Please return every line in the following data that includes the string "down".
%%
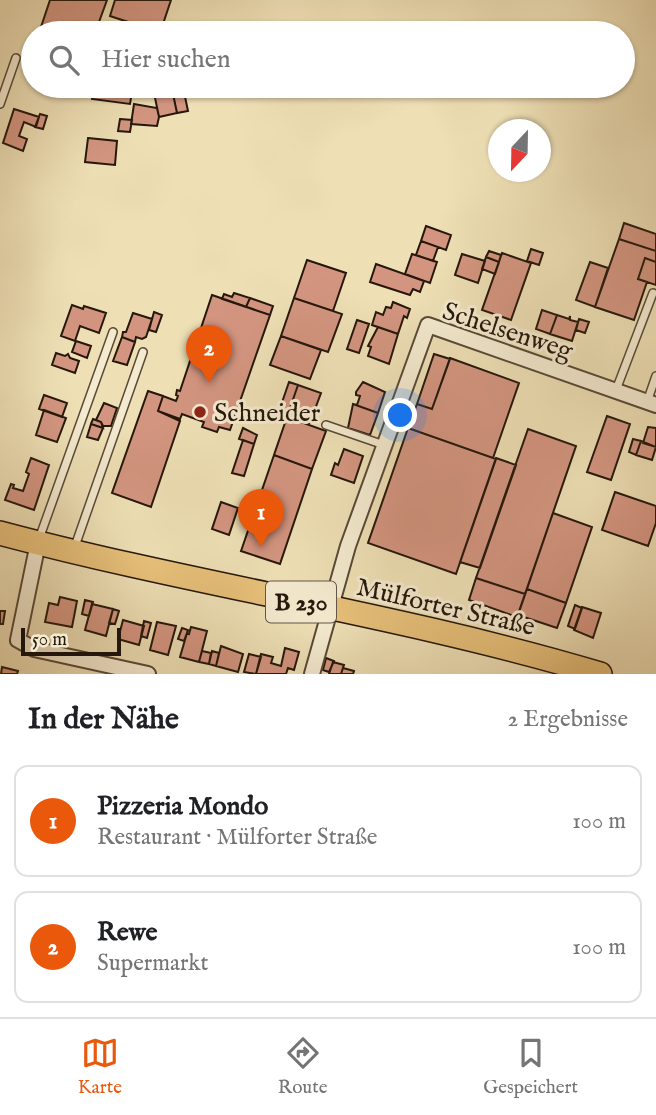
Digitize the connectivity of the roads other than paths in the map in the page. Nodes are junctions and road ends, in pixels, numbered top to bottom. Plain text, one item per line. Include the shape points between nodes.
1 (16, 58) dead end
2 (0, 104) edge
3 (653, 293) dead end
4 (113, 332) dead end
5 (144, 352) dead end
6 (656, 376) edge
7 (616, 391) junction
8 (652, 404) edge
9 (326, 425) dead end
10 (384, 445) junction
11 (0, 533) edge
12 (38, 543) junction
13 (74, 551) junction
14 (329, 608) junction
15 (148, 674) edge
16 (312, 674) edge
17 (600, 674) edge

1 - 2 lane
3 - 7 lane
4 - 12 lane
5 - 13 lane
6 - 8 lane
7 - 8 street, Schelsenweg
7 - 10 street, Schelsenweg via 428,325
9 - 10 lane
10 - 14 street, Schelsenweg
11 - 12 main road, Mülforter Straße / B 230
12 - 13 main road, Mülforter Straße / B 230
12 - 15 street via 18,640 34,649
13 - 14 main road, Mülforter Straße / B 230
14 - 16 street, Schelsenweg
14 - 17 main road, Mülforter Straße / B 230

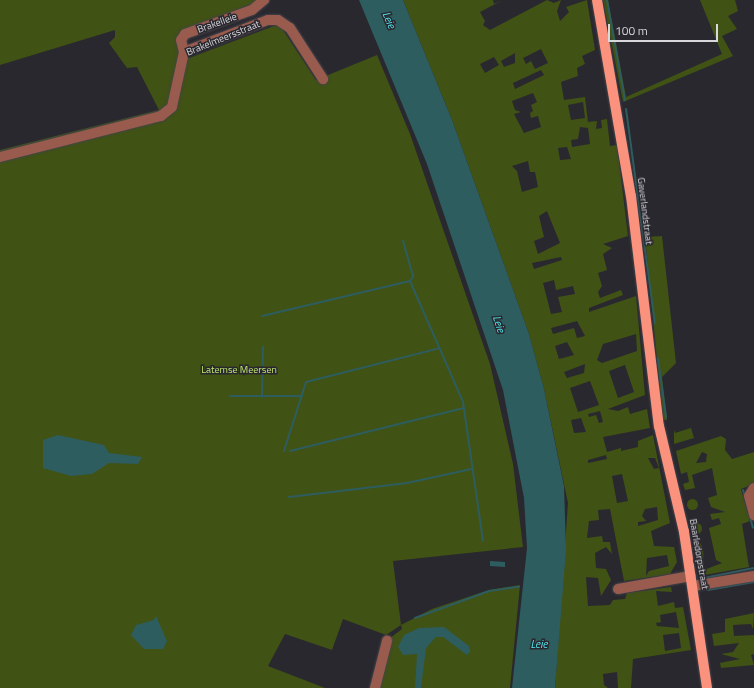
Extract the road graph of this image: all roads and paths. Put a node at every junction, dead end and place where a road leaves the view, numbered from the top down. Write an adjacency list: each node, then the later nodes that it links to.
%%
%%
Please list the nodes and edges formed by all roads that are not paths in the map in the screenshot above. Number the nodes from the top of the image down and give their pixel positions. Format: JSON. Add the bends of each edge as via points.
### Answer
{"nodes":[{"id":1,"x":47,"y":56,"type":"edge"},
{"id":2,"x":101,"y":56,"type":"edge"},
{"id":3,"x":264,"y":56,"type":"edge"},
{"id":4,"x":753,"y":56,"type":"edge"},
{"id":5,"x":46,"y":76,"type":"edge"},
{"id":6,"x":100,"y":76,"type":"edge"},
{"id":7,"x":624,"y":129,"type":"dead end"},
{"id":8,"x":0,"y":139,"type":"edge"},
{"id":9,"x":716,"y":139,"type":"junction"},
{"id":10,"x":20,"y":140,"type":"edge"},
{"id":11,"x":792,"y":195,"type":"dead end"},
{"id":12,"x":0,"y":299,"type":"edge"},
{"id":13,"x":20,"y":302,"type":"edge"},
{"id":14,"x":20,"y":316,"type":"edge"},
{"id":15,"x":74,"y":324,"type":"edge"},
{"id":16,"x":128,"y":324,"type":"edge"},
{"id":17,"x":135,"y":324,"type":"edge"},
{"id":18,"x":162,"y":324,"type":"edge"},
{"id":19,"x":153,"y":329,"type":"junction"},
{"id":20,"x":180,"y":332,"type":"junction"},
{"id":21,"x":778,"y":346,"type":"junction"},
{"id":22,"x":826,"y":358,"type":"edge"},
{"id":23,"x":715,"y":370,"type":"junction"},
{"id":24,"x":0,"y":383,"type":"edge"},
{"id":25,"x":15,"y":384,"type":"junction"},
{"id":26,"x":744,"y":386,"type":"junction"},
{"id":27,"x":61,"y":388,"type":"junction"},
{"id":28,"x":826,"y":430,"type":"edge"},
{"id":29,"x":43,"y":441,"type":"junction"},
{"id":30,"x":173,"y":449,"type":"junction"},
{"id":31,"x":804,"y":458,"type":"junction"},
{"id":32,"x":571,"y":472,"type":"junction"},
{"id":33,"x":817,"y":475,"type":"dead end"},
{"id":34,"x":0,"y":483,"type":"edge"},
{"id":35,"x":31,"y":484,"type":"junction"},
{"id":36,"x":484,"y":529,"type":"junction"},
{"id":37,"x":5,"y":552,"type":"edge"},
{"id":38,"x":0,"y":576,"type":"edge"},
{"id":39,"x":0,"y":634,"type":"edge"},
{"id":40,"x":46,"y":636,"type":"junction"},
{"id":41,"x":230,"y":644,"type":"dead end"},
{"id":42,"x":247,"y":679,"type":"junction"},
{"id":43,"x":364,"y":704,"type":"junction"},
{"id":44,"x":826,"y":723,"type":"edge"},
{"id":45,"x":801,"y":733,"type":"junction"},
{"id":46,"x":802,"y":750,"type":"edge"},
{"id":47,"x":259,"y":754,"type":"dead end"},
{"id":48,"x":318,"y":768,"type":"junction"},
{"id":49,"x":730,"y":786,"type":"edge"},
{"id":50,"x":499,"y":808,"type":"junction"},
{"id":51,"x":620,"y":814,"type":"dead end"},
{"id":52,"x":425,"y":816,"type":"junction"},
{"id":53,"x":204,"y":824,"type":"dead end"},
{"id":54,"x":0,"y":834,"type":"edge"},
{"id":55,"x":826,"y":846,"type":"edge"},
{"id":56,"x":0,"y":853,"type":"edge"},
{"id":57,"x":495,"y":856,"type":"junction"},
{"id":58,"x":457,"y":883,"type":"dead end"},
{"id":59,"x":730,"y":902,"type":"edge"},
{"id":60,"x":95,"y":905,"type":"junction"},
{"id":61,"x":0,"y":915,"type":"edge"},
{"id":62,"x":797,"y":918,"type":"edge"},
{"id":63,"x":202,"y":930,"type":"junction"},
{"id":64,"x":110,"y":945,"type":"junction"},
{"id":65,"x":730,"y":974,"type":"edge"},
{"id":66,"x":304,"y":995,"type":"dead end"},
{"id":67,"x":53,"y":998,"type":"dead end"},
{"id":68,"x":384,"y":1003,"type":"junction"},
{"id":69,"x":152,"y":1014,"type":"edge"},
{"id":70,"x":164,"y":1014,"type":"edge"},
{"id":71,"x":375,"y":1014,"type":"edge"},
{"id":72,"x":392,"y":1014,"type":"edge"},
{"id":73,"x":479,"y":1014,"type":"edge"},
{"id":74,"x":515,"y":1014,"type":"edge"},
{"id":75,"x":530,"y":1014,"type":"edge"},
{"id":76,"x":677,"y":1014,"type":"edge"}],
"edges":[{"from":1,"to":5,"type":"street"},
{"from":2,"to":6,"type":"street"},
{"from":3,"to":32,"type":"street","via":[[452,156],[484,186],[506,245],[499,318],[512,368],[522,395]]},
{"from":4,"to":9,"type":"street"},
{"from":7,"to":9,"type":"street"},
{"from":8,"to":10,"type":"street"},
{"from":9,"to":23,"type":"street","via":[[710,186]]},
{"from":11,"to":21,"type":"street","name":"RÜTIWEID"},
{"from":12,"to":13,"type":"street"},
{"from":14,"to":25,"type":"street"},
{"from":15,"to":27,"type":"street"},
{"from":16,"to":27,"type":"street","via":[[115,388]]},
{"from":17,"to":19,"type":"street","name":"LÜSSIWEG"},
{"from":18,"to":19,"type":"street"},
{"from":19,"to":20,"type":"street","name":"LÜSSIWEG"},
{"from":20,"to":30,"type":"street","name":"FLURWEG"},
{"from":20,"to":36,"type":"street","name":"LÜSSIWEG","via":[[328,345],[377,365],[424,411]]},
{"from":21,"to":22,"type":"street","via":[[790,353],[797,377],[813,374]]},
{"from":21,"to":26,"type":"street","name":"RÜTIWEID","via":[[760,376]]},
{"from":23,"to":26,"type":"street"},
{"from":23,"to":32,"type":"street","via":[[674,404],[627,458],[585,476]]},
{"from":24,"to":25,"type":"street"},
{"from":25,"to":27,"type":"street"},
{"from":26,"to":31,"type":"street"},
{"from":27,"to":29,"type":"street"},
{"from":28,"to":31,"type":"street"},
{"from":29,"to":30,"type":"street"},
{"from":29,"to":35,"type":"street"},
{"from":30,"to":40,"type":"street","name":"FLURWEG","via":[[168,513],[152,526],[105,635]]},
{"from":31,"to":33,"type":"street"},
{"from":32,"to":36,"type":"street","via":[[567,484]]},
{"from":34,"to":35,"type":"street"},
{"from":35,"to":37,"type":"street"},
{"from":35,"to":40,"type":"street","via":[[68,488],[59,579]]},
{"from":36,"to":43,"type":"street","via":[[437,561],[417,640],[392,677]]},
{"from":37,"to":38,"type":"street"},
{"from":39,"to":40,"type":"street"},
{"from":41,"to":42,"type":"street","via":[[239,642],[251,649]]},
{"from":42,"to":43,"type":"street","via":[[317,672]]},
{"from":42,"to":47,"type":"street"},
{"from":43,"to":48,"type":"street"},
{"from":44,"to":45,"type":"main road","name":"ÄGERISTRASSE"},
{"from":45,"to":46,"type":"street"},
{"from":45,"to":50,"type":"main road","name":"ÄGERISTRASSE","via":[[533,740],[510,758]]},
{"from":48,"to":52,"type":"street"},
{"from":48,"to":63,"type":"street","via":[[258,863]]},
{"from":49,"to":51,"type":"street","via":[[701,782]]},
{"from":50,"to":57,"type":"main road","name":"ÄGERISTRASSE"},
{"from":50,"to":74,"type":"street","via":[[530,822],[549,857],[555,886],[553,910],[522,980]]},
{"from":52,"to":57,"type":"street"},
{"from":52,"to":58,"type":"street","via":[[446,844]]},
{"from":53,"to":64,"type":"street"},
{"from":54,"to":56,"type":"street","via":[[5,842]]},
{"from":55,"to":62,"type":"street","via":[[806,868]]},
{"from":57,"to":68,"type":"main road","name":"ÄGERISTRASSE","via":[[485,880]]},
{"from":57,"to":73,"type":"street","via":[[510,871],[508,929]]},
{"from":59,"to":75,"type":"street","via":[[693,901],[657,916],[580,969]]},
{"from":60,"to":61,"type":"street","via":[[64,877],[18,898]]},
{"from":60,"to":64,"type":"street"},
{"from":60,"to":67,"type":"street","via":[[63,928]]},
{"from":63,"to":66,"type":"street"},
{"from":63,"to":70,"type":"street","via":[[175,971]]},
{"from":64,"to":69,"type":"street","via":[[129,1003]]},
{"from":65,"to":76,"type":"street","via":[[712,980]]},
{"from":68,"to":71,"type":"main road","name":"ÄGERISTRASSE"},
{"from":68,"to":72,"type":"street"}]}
%%
◆ Answer below ◆
Extract the road graph of this image: all roads and paths. Put a node at every junction, dead end and place where a road leaves the view, numbered from the top down. Write an adjacency list: each node, then the later nodes that it links to.
Please list the nodes and edges formed by all roads that are not paths in the map in the screenshot above. Number the nodes from the top of the image down and give their pixel positions. Format: JSON. Add the bends of each edge as via points.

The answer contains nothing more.